Should Motorcycle Lane Splitting Be Outlawed in California?

There’s an ongoing debate in America about the safety of a motorcycle practice known as lane splitting. Lane splitting is when a motorcyclist drives between lanes, riding on the white line through stopped or slowed traffic instead of within a lane. Currently, the only state that has legalized motorcycle lane splitting is California. While many applaud the passing of this legislation and believe in its safety, other organizations are pushing to outlaw lane splitting in the Golden State. Here are the facts about lane splitting and motorcycle accidents in California.

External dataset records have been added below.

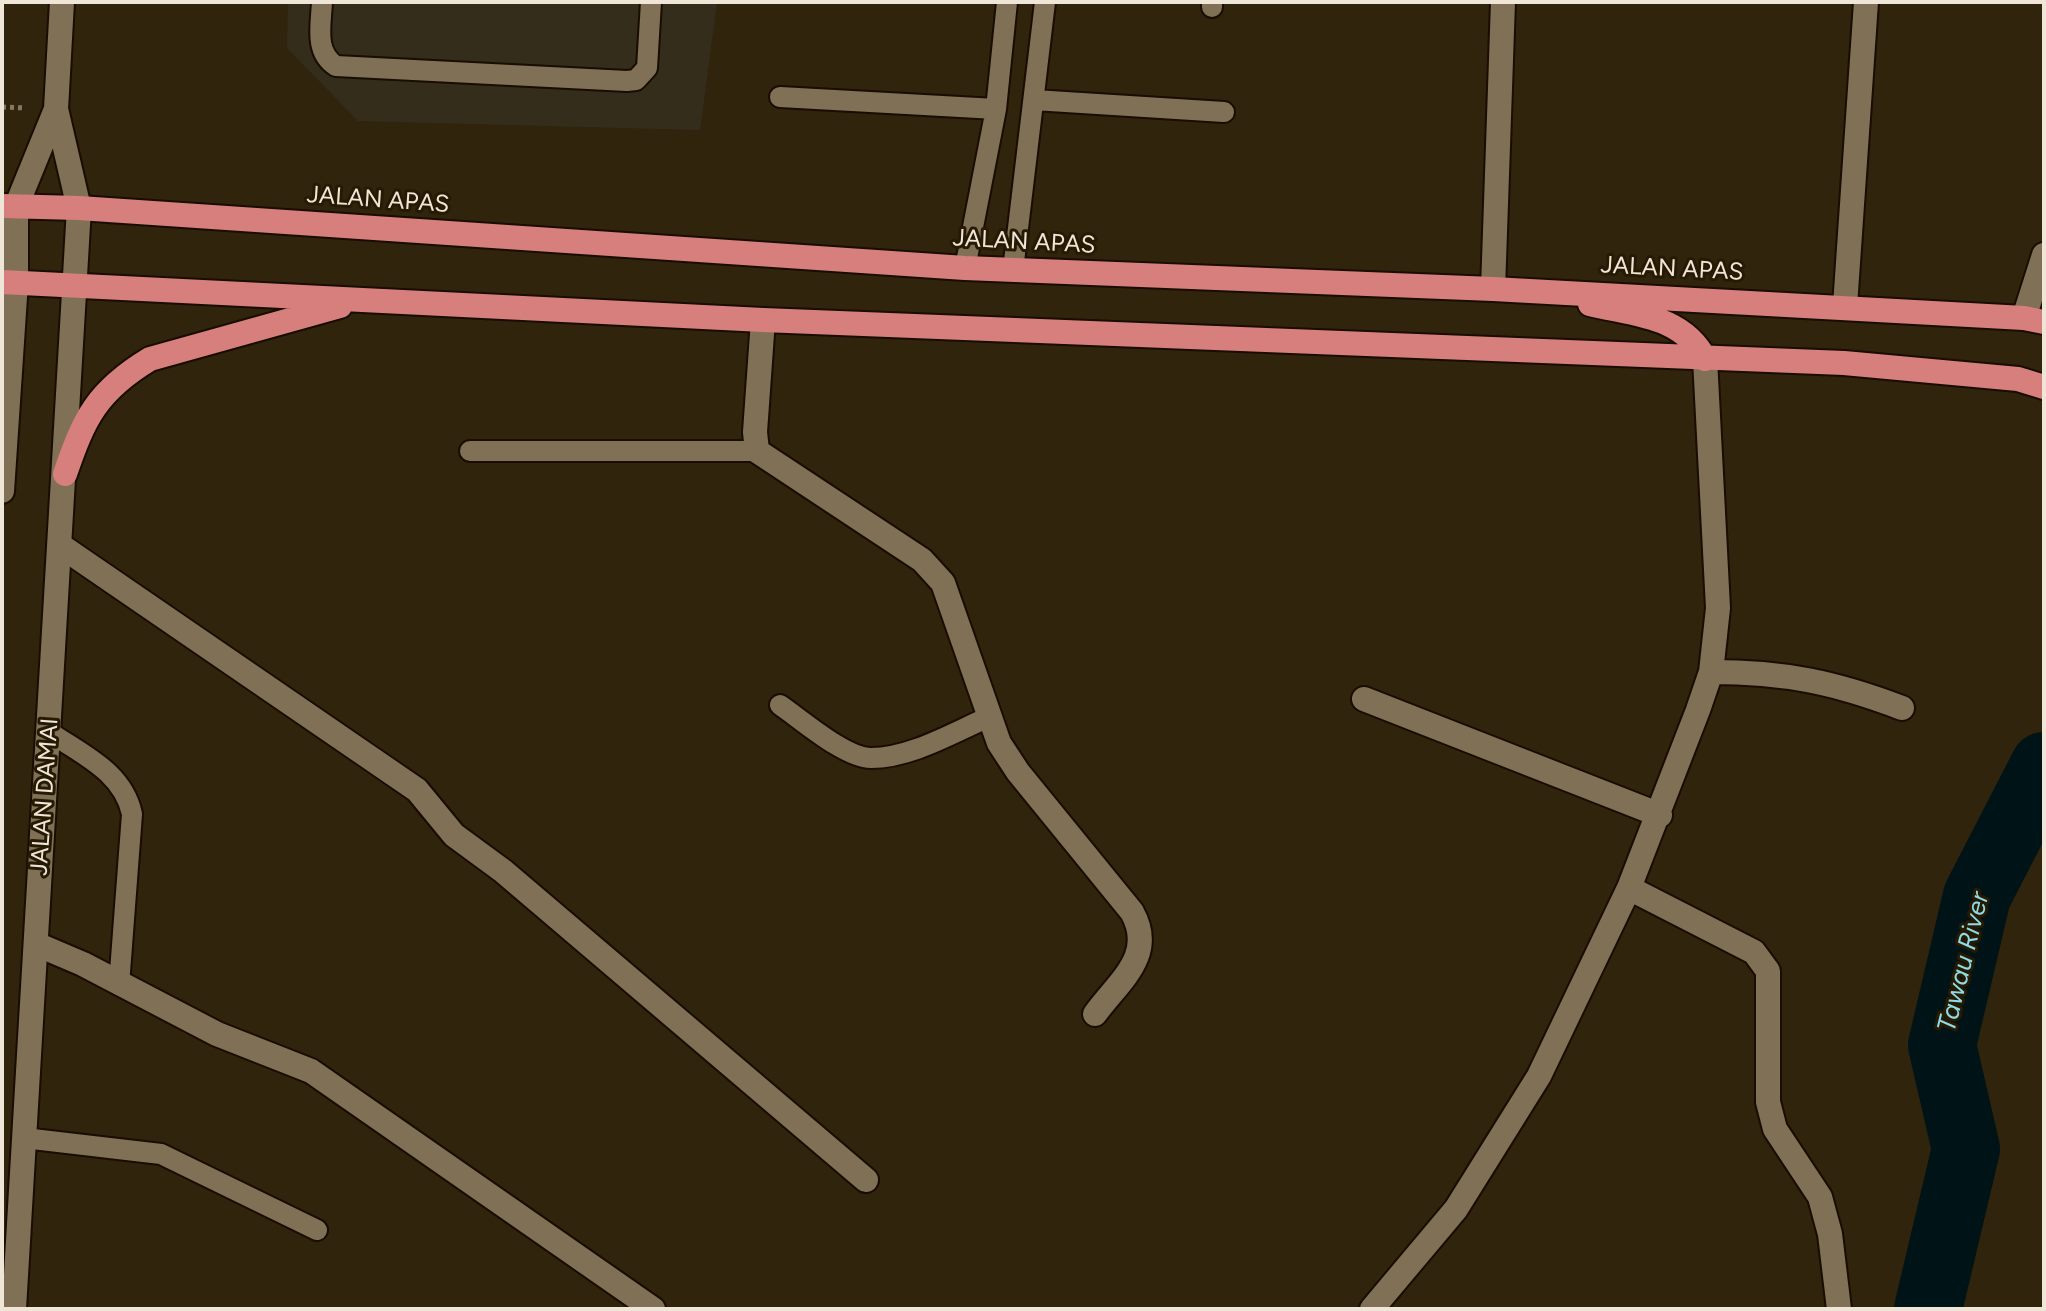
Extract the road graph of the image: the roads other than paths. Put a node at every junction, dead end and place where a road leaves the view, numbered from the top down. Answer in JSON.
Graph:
{"nodes":[{"id":1,"x":62,"y":2,"type":"edge"},
{"id":2,"x":322,"y":2,"type":"edge"},
{"id":3,"x":651,"y":2,"type":"edge"},
{"id":4,"x":1007,"y":2,"type":"edge"},
{"id":5,"x":1045,"y":2,"type":"edge"},
{"id":6,"x":1503,"y":2,"type":"edge"},
{"id":7,"x":1866,"y":2,"type":"edge"},
{"id":8,"x":780,"y":97,"type":"dead end"},
{"id":9,"x":1034,"y":100,"type":"junction"},
{"id":10,"x":56,"y":109,"type":"junction"},
{"id":11,"x":996,"y":109,"type":"junction"},
{"id":12,"x":1224,"y":112,"type":"dead end"},
{"id":13,"x":9,"y":207,"type":"edge"},
{"id":14,"x":79,"y":208,"type":"junction"},
{"id":15,"x":2044,"y":255,"type":"edge"},
{"id":16,"x":965,"y":268,"type":"junction"},
{"id":17,"x":1013,"y":270,"type":"junction"},
{"id":18,"x":9,"y":282,"type":"edge"},
{"id":19,"x":77,"y":285,"type":"junction"},
{"id":20,"x":1493,"y":289,"type":"junction"},
{"id":21,"x":1558,"y":292,"type":"junction"},
{"id":22,"x":358,"y":301,"type":"junction"},
{"id":23,"x":1845,"y":306,"type":"junction"},
{"id":24,"x":763,"y":320,"type":"junction"},
{"id":25,"x":2034,"y":320,"type":"edge"},
{"id":26,"x":1705,"y":359,"type":"junction"},
{"id":27,"x":2044,"y":387,"type":"edge"},
{"id":28,"x":470,"y":451,"type":"dead end"},
{"id":29,"x":757,"y":451,"type":"junction"},
{"id":30,"x":65,"y":474,"type":"junction"},
{"id":31,"x":2,"y":491,"type":"edge"},
{"id":32,"x":61,"y":546,"type":"junction"},
{"id":33,"x":1711,"y":672,"type":"junction"},
{"id":34,"x":1364,"y":699,"type":"dead end"},
{"id":35,"x":780,"y":705,"type":"dead end"},
{"id":36,"x":1902,"y":708,"type":"dead end"},
{"id":37,"x":989,"y":717,"type":"junction"},
{"id":38,"x":49,"y":732,"type":"junction"},
{"id":39,"x":1660,"y":815,"type":"junction"},
{"id":40,"x":1629,"y":888,"type":"junction"},
{"id":41,"x":36,"y":944,"type":"junction"},
{"id":42,"x":119,"y":985,"type":"junction"},
{"id":43,"x":1095,"y":1014,"type":"dead end"},
{"id":44,"x":24,"y":1138,"type":"junction"},
{"id":45,"x":866,"y":1180,"type":"dead end"},
{"id":46,"x":317,"y":1230,"type":"dead end"},
{"id":47,"x":14,"y":1309,"type":"edge"},
{"id":48,"x":653,"y":1309,"type":"edge"},
{"id":49,"x":1372,"y":1309,"type":"edge"},
{"id":50,"x":1839,"y":1309,"type":"edge"}],
"edges":[{"from":1,"to":10,"type":"street"},
{"from":2,"to":3,"type":"lane"},
{"from":4,"to":11,"type":"lane"},
{"from":5,"to":9,"type":"lane"},
{"from":6,"to":20,"type":"street"},
{"from":7,"to":23,"type":"street"},
{"from":8,"to":11,"type":"lane"},
{"from":9,"to":12,"type":"lane"},
{"from":9,"to":17,"type":"lane"},
{"from":10,"to":13,"type":"street"},
{"from":10,"to":14,"type":"street","name":"JALAN DAMAI"},
{"from":11,"to":16,"type":"lane"},
{"from":13,"to":14,"type":"highway","name":"JALAN APAS"},
{"from":13,"to":18,"type":"street"},
{"from":14,"to":16,"type":"highway","name":"JALAN APAS"},
{"from":14,"to":19,"type":"street","name":"JALAN DAMAI"},
{"from":15,"to":25,"type":"street"},
{"from":16,"to":17,"type":"highway","name":"JALAN APAS"},
{"from":17,"to":20,"type":"highway","name":"JALAN APAS"},
{"from":18,"to":19,"type":"highway"},
{"from":18,"to":31,"type":"street"},
{"from":19,"to":22,"type":"highway"},
{"from":19,"to":30,"type":"street","name":"JALAN DAMAI"},
{"from":20,"to":21,"type":"highway","name":"JALAN APAS"},
{"from":21,"to":23,"type":"highway","name":"JALAN APAS"},
{"from":21,"to":26,"type":"highway"},
{"from":22,"to":24,"type":"highway"},
{"from":22,"to":30,"type":"highway"},
{"from":23,"to":25,"type":"highway","name":"JALAN APAS"},
{"from":24,"to":26,"type":"highway"},
{"from":24,"to":29,"type":"street"},
{"from":26,"to":27,"type":"highway"},
{"from":26,"to":33,"type":"street"},
{"from":28,"to":29,"type":"lane"},
{"from":29,"to":37,"type":"street"},
{"from":30,"to":32,"type":"street","name":"JALAN DAMAI"},
{"from":32,"to":38,"type":"street","name":"JALAN DAMAI"},
{"from":32,"to":45,"type":"street"},
{"from":33,"to":36,"type":"street"},
{"from":33,"to":39,"type":"street"},
{"from":34,"to":39,"type":"street"},
{"from":35,"to":37,"type":"lane"},
{"from":37,"to":43,"type":"street"},
{"from":38,"to":41,"type":"street","name":"JALAN DAMAI"},
{"from":38,"to":42,"type":"lane"},
{"from":39,"to":40,"type":"street"},
{"from":40,"to":49,"type":"street"},
{"from":40,"to":50,"type":"street"},
{"from":41,"to":42,"type":"street"},
{"from":41,"to":44,"type":"street","name":"JALAN DAMAI"},
{"from":42,"to":48,"type":"street"},
{"from":44,"to":46,"type":"lane"},
{"from":44,"to":47,"type":"street","name":"JALAN DAMAI"}]}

Lane Splitting and Collisions

One of the most obvious safety factors about lane splitting is the significant reduction in the number of rear-end collisions involving motorcycles. Driver inattention on Riverside’s busy roadways results in dozens of motorcycle-related rear-end collisions every year. In these collisions, motorcyclists may become pinned between vehicles, thrown off bikes, and suffer severe personal and property damages. A study by the University of California Berkeley found that lane splitting significantly lowers the risk of motorists striking motorcycles from behind, reducing the chance of head and torso injuries.

Stop-and-go traffic on busy highways is the most dangerous roadway condition for vulnerable motorcyclists. Bored and inattentive drivers, drivers texting and driving, and those following too closely all put motorcyclists at risk of a rear-end collision in bumper-to-bumper conditions. California’s current laws make lane splitting legal in such conditions – when it’s safe and prudent to do so. The point of passing this law was to reduce the number of accidents involving motorcyclists on the roadways.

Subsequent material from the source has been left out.